In a series of features focusing on FAO projects in Africa, Leyla Alyanak reports on how a hand-held grater is being used to improve food security in Uganda

A modest grater means safer and quicker cassava in Uganda



Women gather to peel cassava - the most important crop for food security in Uganda

Sometimes it's the little things that can save lives. Like the hand-held tin grater Bweyale farmer Hawa Olar uses to grate her cassava root.

"Before, we used to cut the cassava into pieces, peel it, wash it, and leave it to dry in the sun for a day," said the farmer. "Then we covered it for four days with banana leaves or a mat. Afterwards, we scraped off the mould, pounded the pieces, and dried them again. This used to take a week." With their new grating technology, the women of this northern Ugandan village can now have their cassava ready in just one day.

"It is all very simple," said Ellen Psomgen, head of the Bweyale United Women's Association. "The cassava root is peeled, washed and grated. Then we place it in a container and cover it for three hours. We make a funnel from papyrus, and we push the pulp through it with a stick, squeezing out the water with the toxins until what is left is dry. We put the rest on an iron sheet in the sun. The process takes a day, not a week like it used to."

It's all in the grating. "There are two cassava types here. It's fine to eat the sweet cassava varieties immediately," said Sicco Koligjn, an agricultural engineer with FAO. "It's the bitter varieties that are dangerous. They contain cyanide that must be extracted before the cassava is eaten." Grating breaks down the cassava so that the cyanide can easily be drawn off.

The process not only saves time, but can save lives. Cassava is the most important crop for food security in a region often battling drought and famine, so waiting a week to eat is not always possible. When hunger strikes, food is needed immediately, and people often skip part of the process, with potentially deadly results.
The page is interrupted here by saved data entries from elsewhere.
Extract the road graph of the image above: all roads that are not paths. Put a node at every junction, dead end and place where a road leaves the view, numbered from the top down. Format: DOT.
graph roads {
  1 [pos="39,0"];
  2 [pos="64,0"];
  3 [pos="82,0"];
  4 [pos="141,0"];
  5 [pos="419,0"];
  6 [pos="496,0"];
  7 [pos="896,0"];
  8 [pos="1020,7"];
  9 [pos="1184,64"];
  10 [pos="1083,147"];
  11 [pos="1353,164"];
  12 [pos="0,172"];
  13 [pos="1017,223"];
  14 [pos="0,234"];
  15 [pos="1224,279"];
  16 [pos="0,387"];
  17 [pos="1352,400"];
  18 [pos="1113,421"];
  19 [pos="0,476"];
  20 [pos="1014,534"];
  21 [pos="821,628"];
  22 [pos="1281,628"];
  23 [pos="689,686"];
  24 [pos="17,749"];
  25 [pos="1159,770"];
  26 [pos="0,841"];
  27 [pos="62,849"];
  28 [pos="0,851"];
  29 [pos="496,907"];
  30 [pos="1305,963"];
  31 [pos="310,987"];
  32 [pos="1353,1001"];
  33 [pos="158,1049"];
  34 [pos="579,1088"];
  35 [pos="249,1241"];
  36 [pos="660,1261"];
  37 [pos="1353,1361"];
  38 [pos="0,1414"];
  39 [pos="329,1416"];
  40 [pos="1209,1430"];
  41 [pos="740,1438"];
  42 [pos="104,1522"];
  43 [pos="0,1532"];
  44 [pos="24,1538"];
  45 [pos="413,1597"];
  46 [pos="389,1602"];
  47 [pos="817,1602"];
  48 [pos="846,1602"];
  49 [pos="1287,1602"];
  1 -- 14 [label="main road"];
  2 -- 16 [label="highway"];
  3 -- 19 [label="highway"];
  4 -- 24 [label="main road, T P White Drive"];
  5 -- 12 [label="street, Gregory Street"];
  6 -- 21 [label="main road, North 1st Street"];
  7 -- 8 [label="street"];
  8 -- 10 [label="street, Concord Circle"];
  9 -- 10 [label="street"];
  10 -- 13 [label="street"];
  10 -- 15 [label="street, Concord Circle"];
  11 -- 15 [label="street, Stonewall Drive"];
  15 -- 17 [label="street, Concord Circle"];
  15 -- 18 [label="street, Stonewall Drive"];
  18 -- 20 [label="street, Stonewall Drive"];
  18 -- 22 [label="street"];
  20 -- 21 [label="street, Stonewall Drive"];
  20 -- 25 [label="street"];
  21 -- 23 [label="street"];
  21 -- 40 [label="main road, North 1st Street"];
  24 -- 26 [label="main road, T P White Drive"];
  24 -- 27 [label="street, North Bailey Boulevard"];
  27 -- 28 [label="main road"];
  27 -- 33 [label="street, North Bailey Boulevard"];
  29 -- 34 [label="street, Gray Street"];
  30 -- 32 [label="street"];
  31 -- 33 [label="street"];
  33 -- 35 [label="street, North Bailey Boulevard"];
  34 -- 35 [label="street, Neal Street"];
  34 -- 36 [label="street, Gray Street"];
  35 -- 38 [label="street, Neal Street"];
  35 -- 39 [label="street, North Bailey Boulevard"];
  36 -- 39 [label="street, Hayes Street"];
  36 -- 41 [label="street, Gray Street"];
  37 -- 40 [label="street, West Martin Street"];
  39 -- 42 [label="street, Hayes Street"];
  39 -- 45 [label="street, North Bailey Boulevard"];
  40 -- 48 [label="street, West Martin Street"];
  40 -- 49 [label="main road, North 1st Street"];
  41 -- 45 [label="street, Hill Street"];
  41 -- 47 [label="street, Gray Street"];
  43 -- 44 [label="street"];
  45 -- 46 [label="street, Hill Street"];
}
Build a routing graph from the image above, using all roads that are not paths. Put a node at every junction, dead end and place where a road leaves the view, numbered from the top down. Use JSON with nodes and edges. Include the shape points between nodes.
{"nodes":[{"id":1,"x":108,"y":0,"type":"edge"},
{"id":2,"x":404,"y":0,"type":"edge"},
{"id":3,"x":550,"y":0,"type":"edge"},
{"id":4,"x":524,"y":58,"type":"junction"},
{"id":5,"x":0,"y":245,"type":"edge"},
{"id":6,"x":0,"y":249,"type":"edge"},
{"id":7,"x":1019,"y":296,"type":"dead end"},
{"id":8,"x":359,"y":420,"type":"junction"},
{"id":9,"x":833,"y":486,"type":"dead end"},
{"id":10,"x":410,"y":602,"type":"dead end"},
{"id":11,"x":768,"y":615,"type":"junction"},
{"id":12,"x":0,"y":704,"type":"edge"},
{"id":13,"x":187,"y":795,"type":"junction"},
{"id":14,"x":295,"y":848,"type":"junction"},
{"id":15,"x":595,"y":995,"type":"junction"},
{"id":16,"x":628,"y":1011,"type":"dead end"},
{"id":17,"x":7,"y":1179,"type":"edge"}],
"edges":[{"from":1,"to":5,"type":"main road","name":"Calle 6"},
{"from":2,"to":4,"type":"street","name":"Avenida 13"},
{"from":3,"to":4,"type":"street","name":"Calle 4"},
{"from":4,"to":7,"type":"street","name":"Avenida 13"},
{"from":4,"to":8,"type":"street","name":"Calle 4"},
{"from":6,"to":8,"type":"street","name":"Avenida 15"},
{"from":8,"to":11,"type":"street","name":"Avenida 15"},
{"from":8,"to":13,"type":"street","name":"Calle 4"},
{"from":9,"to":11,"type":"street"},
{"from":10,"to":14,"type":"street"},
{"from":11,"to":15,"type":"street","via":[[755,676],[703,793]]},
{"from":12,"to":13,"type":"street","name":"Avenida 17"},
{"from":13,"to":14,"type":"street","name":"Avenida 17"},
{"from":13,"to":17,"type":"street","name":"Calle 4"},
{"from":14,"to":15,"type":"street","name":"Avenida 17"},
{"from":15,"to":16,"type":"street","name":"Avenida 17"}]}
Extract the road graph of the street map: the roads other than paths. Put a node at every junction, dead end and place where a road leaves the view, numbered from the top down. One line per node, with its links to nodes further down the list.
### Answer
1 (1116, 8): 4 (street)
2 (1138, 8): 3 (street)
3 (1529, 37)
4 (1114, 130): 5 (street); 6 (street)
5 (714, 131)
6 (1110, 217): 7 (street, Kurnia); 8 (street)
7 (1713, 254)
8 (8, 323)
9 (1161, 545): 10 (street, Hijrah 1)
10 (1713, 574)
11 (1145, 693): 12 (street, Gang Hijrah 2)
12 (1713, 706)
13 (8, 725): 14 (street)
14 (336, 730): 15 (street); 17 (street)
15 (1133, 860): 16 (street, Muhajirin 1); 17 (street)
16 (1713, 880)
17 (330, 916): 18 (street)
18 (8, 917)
Eaten without processing, bitter cassava can cause stomach problems, a type of paralysis called konzo, and in some cases even death.

But farmers here cannot rely on sweet cassava alone. First, some of them are migrants from other parts of the country and cannot tell the difference between the sweet and bitter varieties. And second, the survival of sweet cassava is at stake as a virus sweeps the region.

According to experts, African Cassava Mosaic Virus Disease - mosaic for short - is moving quickly across West-Central Africa and could reach northern Uganda soon. "It has not quite spread this far, but we are told it is coming fast," said Ellen Psomgen of the women's association. As the virus advances, ways must be found to tap into bitter cassava resources quickly. By introducing cassava grating technology, FAO hopes to speed up detoxification and improve the region's food security.

The grating technique used here is not revolutionary. It has been tried successfully in West Africa and Brazil. What it does is help local farmers feed themselves at no risk when there is precious little alternative to a possibly deadly food source.

The graters come in several sizes. The smallest is a hand-held model for individual households, and the largest a motorized version that can feed an entire village. But the technology, however beneficial, is not without its problems. It is still being fine-tuned and adapted to local conditions. "We are not yet very confident," said Psomgen. "It has to be made a little safer, because we can hurt our fingers if we are careless."

"And it is not too good for commercial uses, because we cannot process a large amount at a time. Even if we could, we would have no way of marketing it. But we are working on improvements ourselves, here among the women, and the important thing is that people like the grater. It is faster now, which means we can eat when we are hungry."

Resolving the problem of producing cassava in commercial quantities is considered a priority. "The cassava flour made from the grated cassava is very clean and brings in more money," said Gabriel Nkuzaalwe, the local agricultural extensionist and district cassava coordinator. "But it takes time to prepare so you cannot produce more than what you need for a day."

Efforts are also being made to develop new varieties that can better resist the virus, but so far they remain unpopular because of their taste. Nkuzaalwe said that by rejecting the new varieties, farmers were making themselves vulnerable. "They continue planting the old cassava which could succumb to the virus. If the crop is wiped out, there is no cassava, and so there is no food," he said.

Finding ways to produce cassava commercially and preventing the spread of mosaic are just two of the many activities under the FAO post-harvest project Improvement in Food Crop Post-Harvest Systems at Farmer's Level, which tries to prevent food from being lost between the time a crop is harvested and when it is consumed. Project activities in other parts of the country include training local farmers to build silos and granaries to store crops, solar dryers for vegetables and spices to generate income, and cooperation with entomologists to develop natural pesticides.

One of Africa's poorest nations, with a GDP per caput of US$182, Uganda has an agricultural economy in which 90 percent of the population depends on some kind of farming for survival. Yet, with its crushing debt burden, the government spends less than a tenth of its budget on agriculture. Clearly, securing food for the vast majority of Ugandans remains a challenge, especially in the drier north and east.

In an impoverished country such as Uganda, a modest hand-held grater could hold the key to food security for an individual or an entire family. Not bad for a little rectangular frame covered with a sheet of tin punched full of holes.